Ed ecco quindi la sintesi del piano di Gates per il clima:

  • Quintuplicare la ricerca scientifica nei settori della transizione, ma con un occhio ai risultati pratici, che non è più tempo di ricerca di base, e coinvolgendo fin da subito l’industria, per evitare la lunga fase di transizione fra laboratorio e produzione.
  • Puntare su progetti ad alto rischio, ma dai potenziali grandi ritorni, che non c’è più tempo per seguire solo le strade già battute: meglio rischiare qualche fallimento, per fare però anche balzi in avanti
  • Rendere obbligatorio l’uso delle nuove tecnologie a basso impatto negli appalti pubblici, anche rimuovendo vecchie norme che ne impediscono l’uso: così si crea una domanda pubblica sicura, che invogli i produttori a puntare sulle novità.
  • Creare incentivi per l’uso delle nuove tecnologie e disincentivi per le vecchie, contribuendo ad abbattere i famosi Green Premium
  • Creare le infrastrutture che aiutino l’applicazione delle nuove tecnologie: inutile moltiplicare turbine e pannelli, se poi la rete elettrica non ne può sfruttare la produzione. E finanziare la demolizione delle centrali a combustibili fossili, anche se non ancora a fine vita.
  • Attenzione alla trappola dei traguardi intermedi: non permettere che li si raggiunga sostituendo tecnologie molto inquinanti con altre che lo sono un po’ meno, tipo carbone con metano, perché così si finirà per avere impianti a fossili anche dopo il 2050. Meglio tagliare subito la testa al toro.
  • Creare un sistema internazionale di tassazione della CO2, che cresca fino ad arrivare a rendere la sua emissione in aria costosa come la sua rimozione. E se alcuni paesi si rifiutano di aderire al sistema, se ne tassino le importazioni, così che evitino di approfittarsi del vantaggio.
  • Fissare standard di emissioni decrescenti nel tempo per elettricità, carburanti e prodotti, così che gli industriali sappiano di doversi adeguare per restare sul mercato.

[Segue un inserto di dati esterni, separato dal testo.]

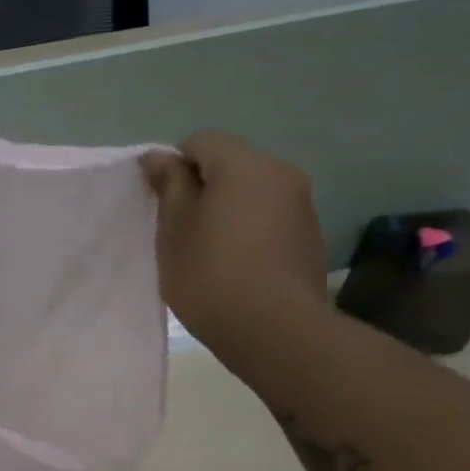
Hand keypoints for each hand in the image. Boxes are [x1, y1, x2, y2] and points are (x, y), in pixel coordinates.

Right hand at [141, 131, 329, 359]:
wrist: (274, 329)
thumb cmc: (210, 273)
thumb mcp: (173, 228)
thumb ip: (168, 185)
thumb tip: (159, 157)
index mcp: (245, 166)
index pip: (201, 141)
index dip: (173, 165)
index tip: (159, 202)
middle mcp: (281, 174)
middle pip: (230, 164)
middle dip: (200, 186)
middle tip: (176, 227)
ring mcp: (302, 206)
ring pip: (250, 191)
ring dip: (225, 209)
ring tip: (204, 249)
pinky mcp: (309, 236)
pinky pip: (268, 217)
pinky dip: (246, 229)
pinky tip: (232, 264)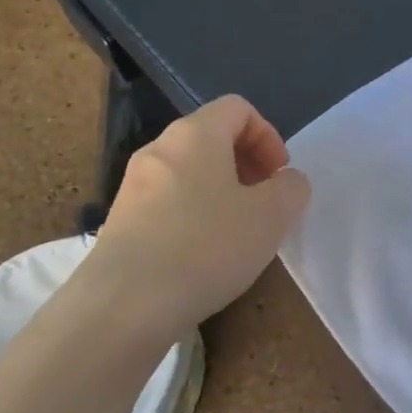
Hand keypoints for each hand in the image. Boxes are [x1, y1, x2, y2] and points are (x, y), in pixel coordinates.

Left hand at [90, 96, 310, 330]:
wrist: (125, 304)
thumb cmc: (206, 247)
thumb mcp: (271, 217)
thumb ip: (291, 190)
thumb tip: (287, 182)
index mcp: (195, 134)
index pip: (238, 108)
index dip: (268, 136)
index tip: (279, 176)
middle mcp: (159, 149)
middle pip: (212, 138)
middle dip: (247, 164)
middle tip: (265, 203)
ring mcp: (134, 185)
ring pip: (190, 171)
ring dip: (222, 191)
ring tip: (238, 233)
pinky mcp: (120, 220)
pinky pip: (168, 201)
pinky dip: (194, 214)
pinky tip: (204, 255)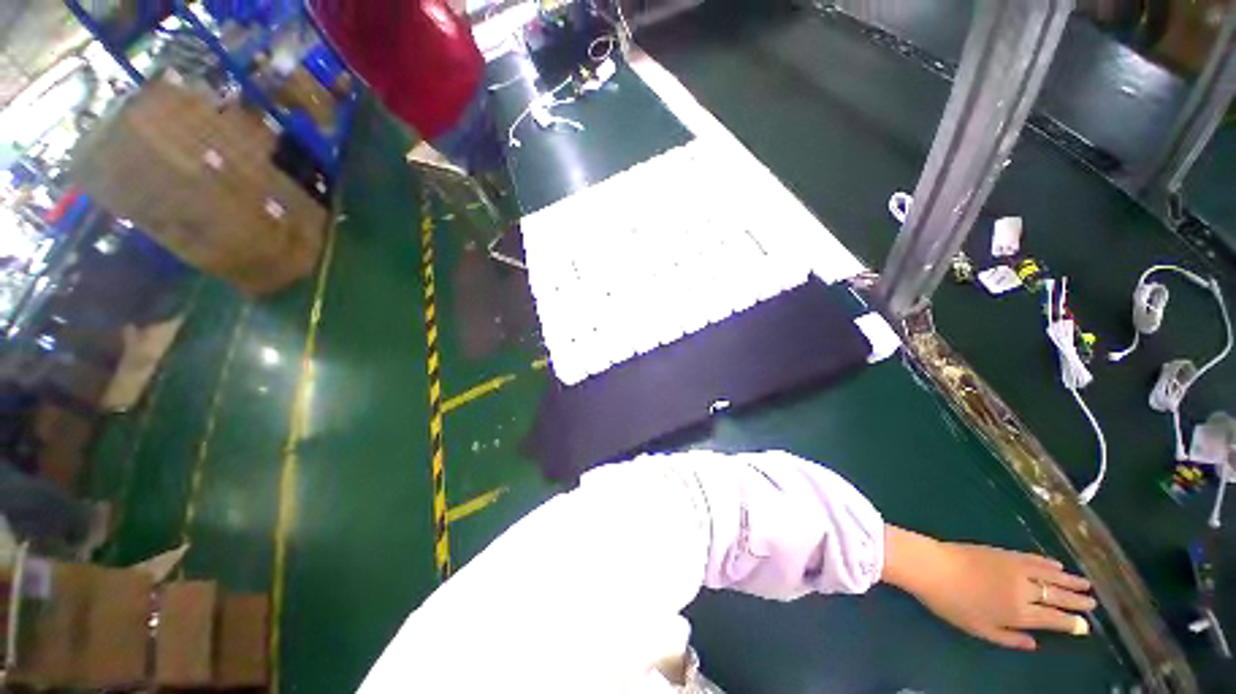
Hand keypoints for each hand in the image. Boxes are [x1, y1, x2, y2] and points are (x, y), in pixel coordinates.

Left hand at [881, 526, 1096, 650]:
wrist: (931, 566)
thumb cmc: (952, 603)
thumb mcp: (979, 629)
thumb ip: (1009, 638)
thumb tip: (1034, 644)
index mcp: (1019, 613)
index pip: (1053, 620)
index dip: (1071, 623)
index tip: (1085, 626)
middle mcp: (1024, 590)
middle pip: (1057, 597)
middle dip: (1076, 601)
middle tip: (1093, 603)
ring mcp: (1015, 568)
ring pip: (1050, 576)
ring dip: (1069, 581)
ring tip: (1085, 585)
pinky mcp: (1004, 552)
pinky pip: (1033, 559)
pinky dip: (1048, 563)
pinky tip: (1057, 565)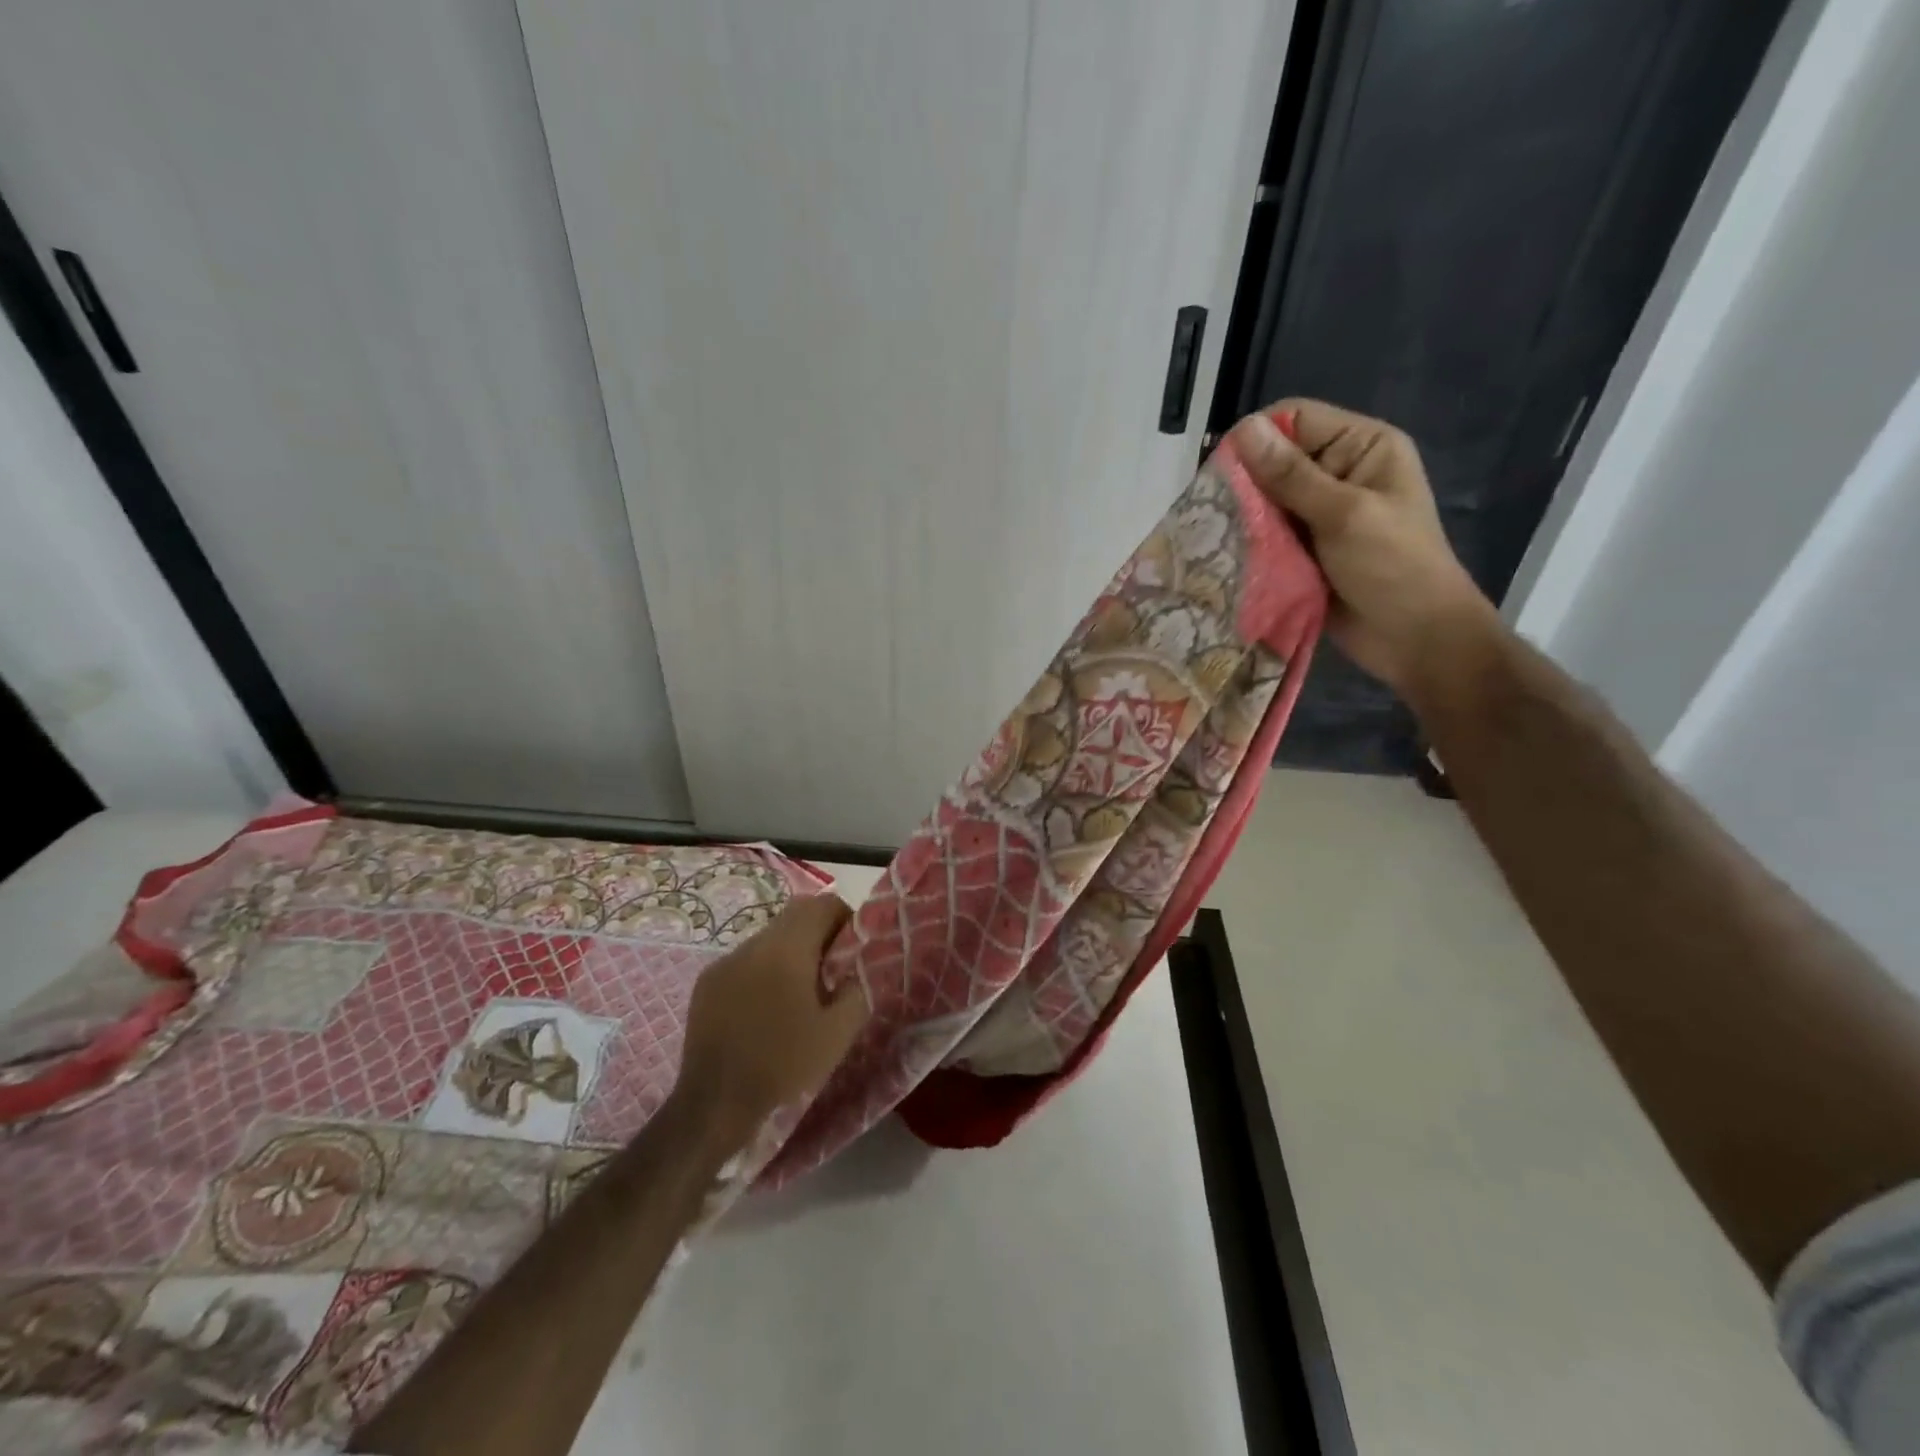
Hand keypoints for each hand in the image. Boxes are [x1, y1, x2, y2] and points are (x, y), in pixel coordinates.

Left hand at [676, 894, 864, 1148]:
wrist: (715, 1103)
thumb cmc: (783, 1064)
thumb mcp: (838, 1033)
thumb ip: (857, 989)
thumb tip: (857, 968)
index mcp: (787, 949)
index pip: (823, 904)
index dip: (845, 917)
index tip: (853, 946)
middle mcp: (754, 944)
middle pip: (795, 914)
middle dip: (819, 930)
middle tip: (833, 966)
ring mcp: (726, 961)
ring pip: (769, 936)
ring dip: (790, 949)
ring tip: (800, 989)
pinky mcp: (707, 981)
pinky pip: (745, 959)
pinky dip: (764, 968)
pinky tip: (767, 1005)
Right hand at [1228, 398, 1499, 700]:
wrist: (1414, 639)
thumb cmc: (1393, 568)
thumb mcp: (1344, 514)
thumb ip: (1291, 475)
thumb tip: (1243, 429)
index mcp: (1362, 447)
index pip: (1296, 420)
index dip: (1256, 438)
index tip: (1221, 472)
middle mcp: (1337, 473)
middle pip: (1274, 461)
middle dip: (1243, 483)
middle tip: (1213, 512)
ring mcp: (1318, 514)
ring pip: (1264, 501)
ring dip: (1242, 517)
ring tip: (1216, 537)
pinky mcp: (1302, 549)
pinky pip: (1265, 535)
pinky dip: (1247, 543)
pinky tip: (1227, 555)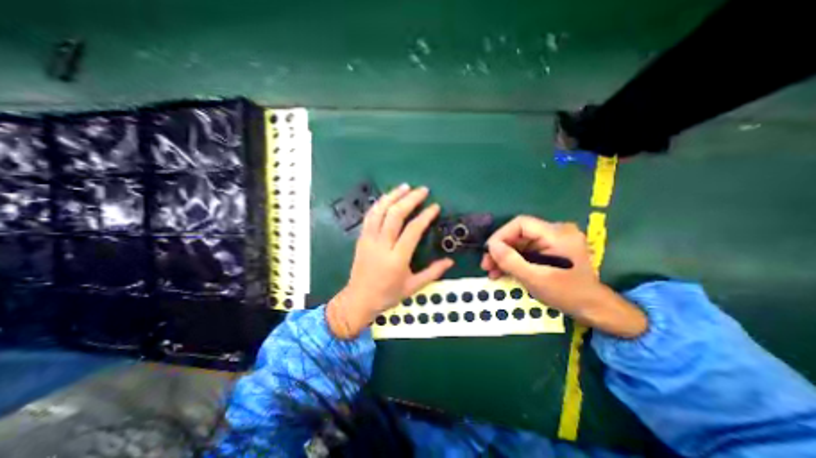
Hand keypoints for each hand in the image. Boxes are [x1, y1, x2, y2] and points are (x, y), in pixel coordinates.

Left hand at [327, 184, 454, 338]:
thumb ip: (432, 272)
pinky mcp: (361, 238)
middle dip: (410, 199)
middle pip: (395, 215)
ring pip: (380, 211)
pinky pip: (369, 216)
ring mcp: (368, 240)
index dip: (425, 216)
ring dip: (392, 196)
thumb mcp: (413, 287)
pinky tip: (387, 198)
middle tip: (422, 190)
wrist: (358, 299)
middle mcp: (381, 245)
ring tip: (405, 187)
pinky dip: (379, 204)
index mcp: (397, 259)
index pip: (413, 230)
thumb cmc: (387, 295)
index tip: (435, 206)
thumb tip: (450, 261)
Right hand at [479, 217, 648, 338]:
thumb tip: (490, 246)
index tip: (489, 251)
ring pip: (519, 243)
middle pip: (519, 234)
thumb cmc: (567, 294)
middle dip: (500, 249)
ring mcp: (553, 241)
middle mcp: (556, 232)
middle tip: (486, 264)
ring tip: (491, 271)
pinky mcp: (549, 250)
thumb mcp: (536, 279)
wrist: (593, 309)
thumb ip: (511, 261)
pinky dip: (513, 260)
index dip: (501, 235)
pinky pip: (525, 251)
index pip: (521, 224)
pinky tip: (502, 271)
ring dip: (504, 256)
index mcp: (557, 234)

Insomma, alla fine, il self made man Gates, che si è più volte scontrato con la politica per le pratiche monopolistiche di Microsoft, di fronte all’emergenza climatica invoca l’intervento degli Stati, sia pure di concerto con gli imprenditori privati, come unico modo per tirarci fuori da questa gravissima crisi.

Non arriva però fino a denunciare le distorsioni del consumismo, del liberismo economico, della finanza, che, con la loro insistenza sulla riduzione al minimo del ruolo di controllo e indirizzo dello Stato, hanno una responsabilità non piccola nella crisi climatica.

Forse questo ulteriore passo verso il “socialismo” lo farà nel suo prossimo saggio sul tema?